• Work order:
Using the listing below, report each line holding the string "links".

• Working data:
────────────────────

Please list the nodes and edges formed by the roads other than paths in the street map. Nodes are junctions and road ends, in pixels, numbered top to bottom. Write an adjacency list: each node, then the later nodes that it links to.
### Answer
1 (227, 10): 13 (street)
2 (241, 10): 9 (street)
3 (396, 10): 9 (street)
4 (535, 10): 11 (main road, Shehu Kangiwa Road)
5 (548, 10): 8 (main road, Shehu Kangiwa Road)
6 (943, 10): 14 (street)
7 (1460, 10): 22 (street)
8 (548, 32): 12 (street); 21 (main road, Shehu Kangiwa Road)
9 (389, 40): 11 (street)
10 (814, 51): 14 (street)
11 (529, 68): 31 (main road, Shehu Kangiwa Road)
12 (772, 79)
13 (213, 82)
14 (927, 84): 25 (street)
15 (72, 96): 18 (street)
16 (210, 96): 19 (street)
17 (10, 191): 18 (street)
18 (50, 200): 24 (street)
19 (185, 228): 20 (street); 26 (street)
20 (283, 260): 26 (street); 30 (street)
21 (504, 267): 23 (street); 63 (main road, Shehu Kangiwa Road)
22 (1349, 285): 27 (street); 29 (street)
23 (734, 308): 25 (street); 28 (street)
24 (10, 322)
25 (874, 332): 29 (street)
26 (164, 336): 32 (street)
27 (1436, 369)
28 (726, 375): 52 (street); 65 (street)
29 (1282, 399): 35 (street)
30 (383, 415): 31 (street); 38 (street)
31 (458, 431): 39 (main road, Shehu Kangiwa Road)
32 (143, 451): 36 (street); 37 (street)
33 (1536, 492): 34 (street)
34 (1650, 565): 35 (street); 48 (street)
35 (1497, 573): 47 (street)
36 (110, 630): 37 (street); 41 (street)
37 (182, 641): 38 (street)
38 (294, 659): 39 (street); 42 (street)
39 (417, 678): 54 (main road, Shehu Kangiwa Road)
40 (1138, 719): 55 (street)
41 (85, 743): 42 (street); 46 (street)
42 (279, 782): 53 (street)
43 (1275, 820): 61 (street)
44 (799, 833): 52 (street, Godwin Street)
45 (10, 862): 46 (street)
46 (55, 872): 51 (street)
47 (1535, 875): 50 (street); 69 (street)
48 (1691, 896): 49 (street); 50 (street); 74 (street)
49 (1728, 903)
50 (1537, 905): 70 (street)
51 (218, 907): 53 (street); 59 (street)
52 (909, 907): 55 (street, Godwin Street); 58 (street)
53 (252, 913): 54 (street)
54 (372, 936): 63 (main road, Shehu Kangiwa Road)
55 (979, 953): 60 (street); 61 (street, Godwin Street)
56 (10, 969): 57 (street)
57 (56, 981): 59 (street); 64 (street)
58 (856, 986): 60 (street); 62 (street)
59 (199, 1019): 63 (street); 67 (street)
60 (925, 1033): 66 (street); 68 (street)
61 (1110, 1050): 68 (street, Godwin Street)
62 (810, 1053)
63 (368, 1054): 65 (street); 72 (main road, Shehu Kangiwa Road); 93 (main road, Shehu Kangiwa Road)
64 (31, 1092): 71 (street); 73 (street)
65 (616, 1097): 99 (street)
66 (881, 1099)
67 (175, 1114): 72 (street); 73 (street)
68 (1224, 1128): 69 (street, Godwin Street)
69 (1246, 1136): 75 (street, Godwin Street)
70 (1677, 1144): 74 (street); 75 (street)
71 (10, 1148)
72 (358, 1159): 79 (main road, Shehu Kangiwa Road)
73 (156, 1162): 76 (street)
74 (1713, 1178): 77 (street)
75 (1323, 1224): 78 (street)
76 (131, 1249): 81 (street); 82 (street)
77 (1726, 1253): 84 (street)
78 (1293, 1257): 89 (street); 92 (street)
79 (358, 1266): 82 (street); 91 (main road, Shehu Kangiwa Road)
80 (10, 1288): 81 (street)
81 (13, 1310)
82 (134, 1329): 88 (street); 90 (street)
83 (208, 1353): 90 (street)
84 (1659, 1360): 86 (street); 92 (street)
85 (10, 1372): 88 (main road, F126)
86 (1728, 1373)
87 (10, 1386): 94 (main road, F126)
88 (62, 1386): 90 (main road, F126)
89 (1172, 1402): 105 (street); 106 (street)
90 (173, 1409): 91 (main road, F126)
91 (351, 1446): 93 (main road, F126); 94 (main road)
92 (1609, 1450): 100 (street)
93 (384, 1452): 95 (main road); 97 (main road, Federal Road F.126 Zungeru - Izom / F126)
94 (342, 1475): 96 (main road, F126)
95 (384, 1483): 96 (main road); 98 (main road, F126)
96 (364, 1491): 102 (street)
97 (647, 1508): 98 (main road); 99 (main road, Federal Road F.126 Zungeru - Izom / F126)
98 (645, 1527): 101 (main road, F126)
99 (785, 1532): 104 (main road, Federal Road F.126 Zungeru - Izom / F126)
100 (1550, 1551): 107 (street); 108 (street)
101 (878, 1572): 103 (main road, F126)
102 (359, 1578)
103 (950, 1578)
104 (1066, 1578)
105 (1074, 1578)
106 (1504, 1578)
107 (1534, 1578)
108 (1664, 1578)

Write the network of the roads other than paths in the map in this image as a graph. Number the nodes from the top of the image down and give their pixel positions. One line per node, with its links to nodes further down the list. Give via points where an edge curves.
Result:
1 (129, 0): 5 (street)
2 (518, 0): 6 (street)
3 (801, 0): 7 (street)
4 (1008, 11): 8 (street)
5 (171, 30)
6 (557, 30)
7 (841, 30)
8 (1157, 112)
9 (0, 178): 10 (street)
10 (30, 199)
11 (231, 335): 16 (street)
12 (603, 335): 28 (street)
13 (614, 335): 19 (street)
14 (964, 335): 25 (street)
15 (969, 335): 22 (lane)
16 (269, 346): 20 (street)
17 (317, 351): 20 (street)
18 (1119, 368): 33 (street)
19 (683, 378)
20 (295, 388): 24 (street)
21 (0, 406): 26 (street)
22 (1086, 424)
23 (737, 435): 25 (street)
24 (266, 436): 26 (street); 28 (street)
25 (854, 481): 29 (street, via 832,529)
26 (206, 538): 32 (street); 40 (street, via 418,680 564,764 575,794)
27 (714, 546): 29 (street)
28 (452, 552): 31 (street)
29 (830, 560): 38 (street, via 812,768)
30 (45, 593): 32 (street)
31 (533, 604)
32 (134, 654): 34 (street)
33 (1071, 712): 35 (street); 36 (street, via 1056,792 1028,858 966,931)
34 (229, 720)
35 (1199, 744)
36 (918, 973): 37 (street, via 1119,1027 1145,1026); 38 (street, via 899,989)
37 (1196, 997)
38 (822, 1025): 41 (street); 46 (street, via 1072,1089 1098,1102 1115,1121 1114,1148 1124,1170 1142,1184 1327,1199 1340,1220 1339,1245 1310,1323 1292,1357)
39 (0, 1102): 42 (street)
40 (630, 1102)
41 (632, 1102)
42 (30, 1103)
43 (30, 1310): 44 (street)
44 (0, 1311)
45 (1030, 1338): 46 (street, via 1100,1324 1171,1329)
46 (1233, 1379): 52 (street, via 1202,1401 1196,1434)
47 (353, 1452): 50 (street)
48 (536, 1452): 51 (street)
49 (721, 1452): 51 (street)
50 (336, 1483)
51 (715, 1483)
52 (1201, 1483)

────────────────────

• Answer for this exercise:
Please list the nodes and edges formed by the roads other than paths in the street map. Nodes are junctions and road ends, in pixels, numbered top to bottom. Write an adjacency list: each node, then the later nodes that it links to.
Write the network of the roads other than paths in the map in this image as a graph. Number the nodes from the top of the image down and give their pixel positions. One line per node, with its links to nodes further down the list. Give via points where an edge curves.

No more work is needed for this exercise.